L’an zéro à Oslo
Anne Genest
Chaque matin, ça lui chavirait le coeur. Ça la jetait hors du lit. À peine réveillée, elle retrouvait à tâtons les W.-C. et renvoyait ce que que la journée d'hier lui avait mise dans le corps. Puis elle faisait bruire l'eau. Le jet nettoyait tout. Le jour pouvait commencer, un jour de plus, qu'elle biffait soigneusement au calendrier depuis que la vie avait choisi son corps pour naître.
En revanche, cette grossesse n'avait pas été planifiée. Même que ça l'avait prise par surprise, au début. Un vrai haut-le-coeur qui l'avait jeté en bas de ses certitudes. Comment pouvait-elle héberger une autre existence ? Parce que jusqu'ici, la vie, elle l'avait envoyé paître, disons. En lui infligeant une fête perpétuelle. Même qu'elle en oubliait bien souvent de grands bouts, à force de la noyer.
Mais voilà. Un machin tout petit nageait maintenant dans son utérus. Et parce que la chose était inouïe. Et parce que tout lui suggérait de rejeter cet être, de ne pas mettre un autre soucis dans sa vie tempétueuse, elle avait décidé de le garder. Et ce petit pépin s'était mis à prendre toute la place. Si bien qu'elle avait orchestré, pour sa venue au monde, un grand chamboulement, une remise à zéro.
Chaque jour, elle peaufinait le scénario de sa délivrance. Les valises peu à peu s'alourdissaient sur le pas de la porte. Le calendrier se noircissait, au fil du décompte avant le jour de la naissance.
Naissance qui aurait lieu ailleurs. C'est ce qu'elle avait décidé, en feuilletant un photoreportage du National Geographic qui mettait en lumière la splendeur des paysages esseulés de la Norvège. Elle avait aussitôt farfouillé sur le site communautaire d'hébergement Airbnb et s'était dégoté une bicoque perdue en forêt, près de Oslo.
En naviguant d'une photo à l'autre, une grande soif s'était emparée d'elle. Un goût de vent et d'air, comme si dans son ventre l'enfant cherchait à respirer. Il lui semblait que la solitude l'appelait. De la glace et de l'eau jusqu'à plus soif. Des aurores boréales qui se pencheraient sur elle pendant son sommeil, veilleraient sur le repos de son bébé.
Dans ce bout de cabane posé entre les arbres, elle s'était vue, chaque matin, fendre le bois et tirer du puits l'eau des montagnes. Ensuite, seulement, se poser au bord de la fenêtre et faire pénétrer la symphonie du vent. Hiberner. Étendre à l'intérieur d'elle un calme d'oiseaux et de bruissement de feuilles. Se coucher dans ce silence. S'en recouvrir, pour que l'enfant prenne son aise.

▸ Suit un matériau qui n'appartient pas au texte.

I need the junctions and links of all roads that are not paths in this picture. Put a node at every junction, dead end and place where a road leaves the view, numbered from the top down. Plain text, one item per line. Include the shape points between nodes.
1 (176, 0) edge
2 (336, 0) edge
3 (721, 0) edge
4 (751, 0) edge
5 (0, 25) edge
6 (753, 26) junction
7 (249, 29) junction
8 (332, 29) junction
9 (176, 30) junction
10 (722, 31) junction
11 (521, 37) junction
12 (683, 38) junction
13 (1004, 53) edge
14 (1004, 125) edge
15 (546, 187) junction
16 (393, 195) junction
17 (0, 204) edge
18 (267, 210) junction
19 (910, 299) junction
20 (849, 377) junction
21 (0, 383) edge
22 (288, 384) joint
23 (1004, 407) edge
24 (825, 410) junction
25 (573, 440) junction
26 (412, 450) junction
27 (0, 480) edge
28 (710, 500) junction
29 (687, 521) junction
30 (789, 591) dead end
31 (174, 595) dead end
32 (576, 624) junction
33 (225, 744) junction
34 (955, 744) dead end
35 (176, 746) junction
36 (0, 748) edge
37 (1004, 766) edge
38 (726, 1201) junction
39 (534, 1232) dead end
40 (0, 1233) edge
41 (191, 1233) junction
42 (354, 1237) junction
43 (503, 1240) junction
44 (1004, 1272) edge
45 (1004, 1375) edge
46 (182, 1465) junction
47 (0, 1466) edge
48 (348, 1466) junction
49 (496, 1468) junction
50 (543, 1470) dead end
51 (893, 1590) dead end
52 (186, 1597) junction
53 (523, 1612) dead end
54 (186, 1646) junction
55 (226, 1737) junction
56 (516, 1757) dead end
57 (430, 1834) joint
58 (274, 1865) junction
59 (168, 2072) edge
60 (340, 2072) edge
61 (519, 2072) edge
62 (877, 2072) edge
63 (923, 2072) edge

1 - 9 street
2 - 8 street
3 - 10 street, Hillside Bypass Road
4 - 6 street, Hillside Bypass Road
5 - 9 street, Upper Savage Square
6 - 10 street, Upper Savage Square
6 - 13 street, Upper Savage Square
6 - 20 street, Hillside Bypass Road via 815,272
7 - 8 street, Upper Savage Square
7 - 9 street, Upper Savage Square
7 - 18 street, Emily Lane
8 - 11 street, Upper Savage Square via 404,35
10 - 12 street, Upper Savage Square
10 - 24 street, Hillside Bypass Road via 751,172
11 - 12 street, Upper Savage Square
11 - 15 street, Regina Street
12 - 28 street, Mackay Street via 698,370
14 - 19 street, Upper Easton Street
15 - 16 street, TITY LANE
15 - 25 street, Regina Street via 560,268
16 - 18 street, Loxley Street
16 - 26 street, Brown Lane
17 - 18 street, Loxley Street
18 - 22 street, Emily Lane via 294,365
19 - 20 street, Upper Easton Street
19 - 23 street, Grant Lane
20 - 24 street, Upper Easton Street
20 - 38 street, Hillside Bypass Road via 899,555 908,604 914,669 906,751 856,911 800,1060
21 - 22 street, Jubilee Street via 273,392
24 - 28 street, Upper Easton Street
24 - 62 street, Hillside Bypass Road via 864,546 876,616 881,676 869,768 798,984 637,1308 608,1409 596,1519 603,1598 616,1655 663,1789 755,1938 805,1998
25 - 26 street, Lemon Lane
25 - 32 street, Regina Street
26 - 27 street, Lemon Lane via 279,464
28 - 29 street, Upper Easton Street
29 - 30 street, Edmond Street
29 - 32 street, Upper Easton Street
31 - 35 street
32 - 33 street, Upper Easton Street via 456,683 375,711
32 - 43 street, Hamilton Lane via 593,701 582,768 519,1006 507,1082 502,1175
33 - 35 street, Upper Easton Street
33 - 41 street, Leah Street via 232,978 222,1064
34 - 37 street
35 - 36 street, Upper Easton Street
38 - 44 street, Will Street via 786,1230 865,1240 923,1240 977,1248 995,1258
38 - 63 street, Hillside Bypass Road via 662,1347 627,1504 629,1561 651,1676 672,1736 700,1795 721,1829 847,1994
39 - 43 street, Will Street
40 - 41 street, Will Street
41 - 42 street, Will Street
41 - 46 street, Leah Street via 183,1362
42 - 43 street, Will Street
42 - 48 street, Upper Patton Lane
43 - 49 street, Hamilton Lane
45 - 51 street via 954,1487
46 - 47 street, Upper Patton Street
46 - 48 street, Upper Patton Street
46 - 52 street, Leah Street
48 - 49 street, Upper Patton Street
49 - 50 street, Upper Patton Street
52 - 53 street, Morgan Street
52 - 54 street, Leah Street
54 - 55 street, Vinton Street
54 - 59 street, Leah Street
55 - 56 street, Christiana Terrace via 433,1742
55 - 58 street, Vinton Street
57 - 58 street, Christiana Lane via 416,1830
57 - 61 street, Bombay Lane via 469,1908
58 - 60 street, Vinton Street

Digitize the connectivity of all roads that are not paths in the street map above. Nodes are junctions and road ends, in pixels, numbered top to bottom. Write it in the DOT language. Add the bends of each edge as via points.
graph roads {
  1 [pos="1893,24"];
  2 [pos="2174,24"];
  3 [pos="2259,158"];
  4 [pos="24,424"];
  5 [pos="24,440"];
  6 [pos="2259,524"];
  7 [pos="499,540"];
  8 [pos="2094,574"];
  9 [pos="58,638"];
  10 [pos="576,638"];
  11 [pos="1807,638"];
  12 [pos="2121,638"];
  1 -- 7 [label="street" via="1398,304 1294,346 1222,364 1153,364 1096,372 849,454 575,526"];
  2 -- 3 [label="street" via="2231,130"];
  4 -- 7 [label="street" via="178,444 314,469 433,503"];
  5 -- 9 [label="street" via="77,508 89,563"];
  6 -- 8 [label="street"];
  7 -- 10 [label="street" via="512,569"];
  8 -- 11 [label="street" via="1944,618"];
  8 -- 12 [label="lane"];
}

Sauf que dans son emportement, une chose lui échappa qu'elle apprit trop tard à ses dépends. Pourtant tout avait été étudié avec minutie. L'hôte avait été informé de la date et l'heure de son arrivée. Il avait été même convenu qu'il viendrait la cueillir à la gare, lui remettre les clés et les recommandations nécessaires à l'entretien du logis. Pour sa part, elle avait aussi pris soin de communiquer avec une sage-femme qui viendrait l'épauler dès le début des contractions. Bref, tout avait été planifié au détail près.
Sauf que la réalité, elle, se prépara autrement. Une fois arrivée, à peine eut-elle le temps de poser les bagages que les contractions se déclenchèrent. À la hâte, elle chercha à rejoindre la sage-femme mais dû se rabattre sur la boîte vocale. Puis elle sentit une douleur terrible lui confirmer que l'enfant n'attendait pas.
Elle tenta un autre appel, sans succès, et n'eut d'autre choix que de communiquer avec l'hôte qui, lui, arriva sur le champs, épaulé de sa mère, qui elle fut épaulée par d'autres femmes du village, qui, à leur tour convièrent d'autres villageoises. Et l'enfant naquit, aux petits soins, porter par tant de mains aimantes, là, dans cette cabane perdue en Norvège, au moment et à l'endroit où l'enfant, lui, avait choisi de naître.